[[ DATA SUPPLIED, beginning ]]

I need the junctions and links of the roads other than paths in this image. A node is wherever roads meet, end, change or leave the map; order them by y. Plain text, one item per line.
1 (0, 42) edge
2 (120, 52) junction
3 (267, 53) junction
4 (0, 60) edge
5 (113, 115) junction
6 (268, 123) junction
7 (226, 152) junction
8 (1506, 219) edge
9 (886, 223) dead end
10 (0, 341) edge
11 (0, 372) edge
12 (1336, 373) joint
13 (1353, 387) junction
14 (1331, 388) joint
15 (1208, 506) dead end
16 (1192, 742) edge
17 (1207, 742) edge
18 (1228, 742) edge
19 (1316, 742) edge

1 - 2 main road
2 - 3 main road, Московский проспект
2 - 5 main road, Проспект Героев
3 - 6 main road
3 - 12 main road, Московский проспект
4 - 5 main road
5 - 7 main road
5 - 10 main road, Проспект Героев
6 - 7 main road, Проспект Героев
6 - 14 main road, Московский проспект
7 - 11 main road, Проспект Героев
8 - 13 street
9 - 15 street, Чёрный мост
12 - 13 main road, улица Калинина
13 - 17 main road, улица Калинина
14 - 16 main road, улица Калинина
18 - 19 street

[[ DATA SUPPLIED, end ]]

### PROBLEM TO WORK ON:
Copy the entries above exactly, leaving none out.

### SOLUTION TO THE EXERCISE:
I need the junctions and links of the roads other than paths in this image. A node is wherever roads meet, end, change or leave the map; order them by y. Plain text, one item per line.
1 (0, 42) edge
2 (120, 52) junction
3 (267, 53) junction
4 (0, 60) edge
5 (113, 115) junction
6 (268, 123) junction
7 (226, 152) junction
8 (1506, 219) edge
9 (886, 223) dead end
10 (0, 341) edge
11 (0, 372) edge
12 (1336, 373) joint
13 (1353, 387) junction
14 (1331, 388) joint
15 (1208, 506) dead end
16 (1192, 742) edge
17 (1207, 742) edge
18 (1228, 742) edge
19 (1316, 742) edge

1 - 2 main road
2 - 3 main road, Московский проспект
2 - 5 main road, Проспект Героев
3 - 6 main road
3 - 12 main road, Московский проспект
4 - 5 main road
5 - 7 main road
5 - 10 main road, Проспект Героев
6 - 7 main road, Проспект Героев
6 - 14 main road, Московский проспект
7 - 11 main road, Проспект Героев
8 - 13 street
9 - 15 street, Чёрный мост
12 - 13 main road, улица Калинина
13 - 17 main road, улица Калинина
14 - 16 main road, улица Калинина
18 - 19 street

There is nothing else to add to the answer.